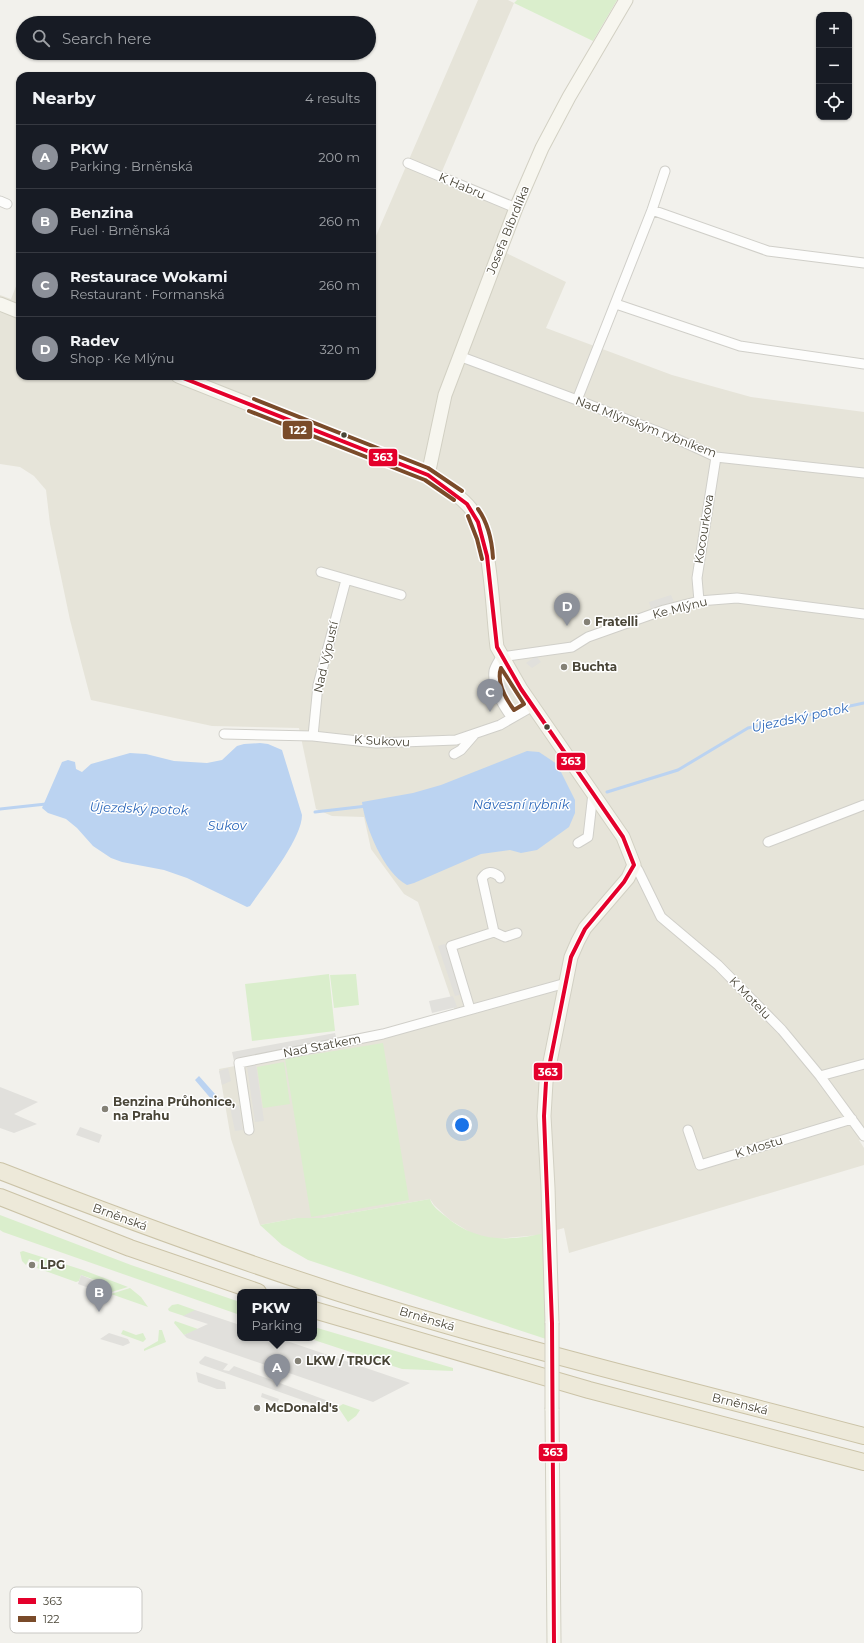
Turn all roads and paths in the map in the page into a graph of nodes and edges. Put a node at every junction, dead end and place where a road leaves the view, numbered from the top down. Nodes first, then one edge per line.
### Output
1 (626, 0) edge
2 (408, 163) dead end
3 (665, 171) dead end
4 (516, 208) junction
5 (652, 210) junction
6 (864, 263) edge
7 (0, 304) edge
8 (616, 304) junction
9 (16, 310) edge
10 (459, 356) junction
11 (864, 364) edge
12 (188, 380) edge
13 (577, 400) junction
14 (716, 457) junction
15 (864, 473) edge
16 (428, 475) junction
17 (321, 572) dead end
18 (346, 580) junction
19 (401, 595) dead end
20 (699, 601) junction
21 (864, 614) edge
22 (501, 657) junction
23 (533, 706) junction
24 (512, 718) junction
25 (224, 734) dead end
26 (474, 734) junction
27 (313, 736) junction
28 (454, 754) dead end
29 (593, 793) junction
30 (864, 805) edge
31 (768, 842) dead end
32 (578, 843) dead end
33 (634, 865) junction
34 (500, 878) dead end
35 (494, 932) junction
36 (517, 933) dead end
37 (566, 983) junction
38 (470, 1009) junction
39 (864, 1064) edge
40 (820, 1076) junction
41 (852, 1119) junction
42 (249, 1130) dead end
43 (688, 1130) dead end
44 (864, 1136) edge
45 (0, 1171) edge
46 (0, 1197) edge
47 (249, 1289) edge
48 (317, 1311) edge
49 (864, 1436) edge
50 (864, 1462) edge
51 (554, 1643) edge

1 - 4 street, Josefa Bíbrdlíka
2 - 4 street, K Habru
3 - 5 street
4 - 10 street, Josefa Bíbrdlíka
5 - 6 street
5 - 8 street
7 - 9 street
8 - 11 street
8 - 13 street
10 - 13 street, Nad Mlýnským rybníkem
10 - 16 street, Josefa Bíbrdlíka
12 - 16 street
13 - 14 street, Nad Mlýnským rybníkem
14 - 15 street, Nad Mlýnským rybníkem
14 - 20 street, Kocourkova
16 - 22 street
17 - 18 street
18 - 19 street
18 - 27 street, Nad Výpustí
20 - 21 street, Ke Mlýnu
20 - 22 street, Ke Mlýnu
22 - 23 street
22 - 24 street
23 - 24 street, K Sukovu
23 - 29 street
24 - 26 street, K Sukovu
25 - 27 street, K Sukovu
26 - 27 street, K Sukovu
26 - 28 street
29 - 32 street
29 - 33 street
30 - 31 street
33 - 37 street
33 - 40 street, K Motelu
34 - 35 street
35 - 36 street
35 - 38 street
37 - 38 street, Nad Statkem
37 - 51 street, bridge
38 - 42 street, Nad Statkem
39 - 40 street
40 - 41 street, K Motelu
41 - 43 street, K Mostu
41 - 44 street, K Motelu
45 - 49 highway, Brněnská
46 - 47 highway, Brněnská
48 - 50 highway, Brněnská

● ASSIGNMENT: Write out the material exactly as it stands, omitting every picture.

● RESPONSE AREA:
Turn all roads and paths in the map in the page into a graph of nodes and edges. Put a node at every junction, dead end and place where a road leaves the view, numbered from the top down. Nodes first, then one edge per line.
### Output
1 (626, 0) edge
2 (408, 163) dead end
3 (665, 171) dead end
4 (516, 208) junction
5 (652, 210) junction
6 (864, 263) edge
7 (0, 304) edge
8 (616, 304) junction
9 (16, 310) edge
10 (459, 356) junction
11 (864, 364) edge
12 (188, 380) edge
13 (577, 400) junction
14 (716, 457) junction
15 (864, 473) edge
16 (428, 475) junction
17 (321, 572) dead end
18 (346, 580) junction
19 (401, 595) dead end
20 (699, 601) junction
21 (864, 614) edge
22 (501, 657) junction
23 (533, 706) junction
24 (512, 718) junction
25 (224, 734) dead end
26 (474, 734) junction
27 (313, 736) junction
28 (454, 754) dead end
29 (593, 793) junction
30 (864, 805) edge
31 (768, 842) dead end
32 (578, 843) dead end
33 (634, 865) junction
34 (500, 878) dead end
35 (494, 932) junction
36 (517, 933) dead end
37 (566, 983) junction
38 (470, 1009) junction
39 (864, 1064) edge
40 (820, 1076) junction
41 (852, 1119) junction
42 (249, 1130) dead end
43 (688, 1130) dead end
44 (864, 1136) edge
45 (0, 1171) edge
46 (0, 1197) edge
47 (249, 1289) edge
48 (317, 1311) edge
49 (864, 1436) edge
50 (864, 1462) edge
51 (554, 1643) edge

1 - 4 street, Josefa Bíbrdlíka
2 - 4 street, K Habru
3 - 5 street
4 - 10 street, Josefa Bíbrdlíka
5 - 6 street
5 - 8 street
7 - 9 street
8 - 11 street
8 - 13 street
10 - 13 street, Nad Mlýnským rybníkem
10 - 16 street, Josefa Bíbrdlíka
12 - 16 street
13 - 14 street, Nad Mlýnským rybníkem
14 - 15 street, Nad Mlýnským rybníkem
14 - 20 street, Kocourkova
16 - 22 street
17 - 18 street
18 - 19 street
18 - 27 street, Nad Výpustí
20 - 21 street, Ke Mlýnu
20 - 22 street, Ke Mlýnu
22 - 23 street
22 - 24 street
23 - 24 street, K Sukovu
23 - 29 street
24 - 26 street, K Sukovu
25 - 27 street, K Sukovu
26 - 27 street, K Sukovu
26 - 28 street
29 - 32 street
29 - 33 street
30 - 31 street
33 - 37 street
33 - 40 street, K Motelu
34 - 35 street
35 - 36 street
35 - 38 street
37 - 38 street, Nad Statkem
37 - 51 street, bridge
38 - 42 street, Nad Statkem
39 - 40 street
40 - 41 street, K Motelu
41 - 43 street, K Mostu
41 - 44 street, K Motelu
45 - 49 highway, Brněnská
46 - 47 highway, Brněnská
48 - 50 highway, Brněnská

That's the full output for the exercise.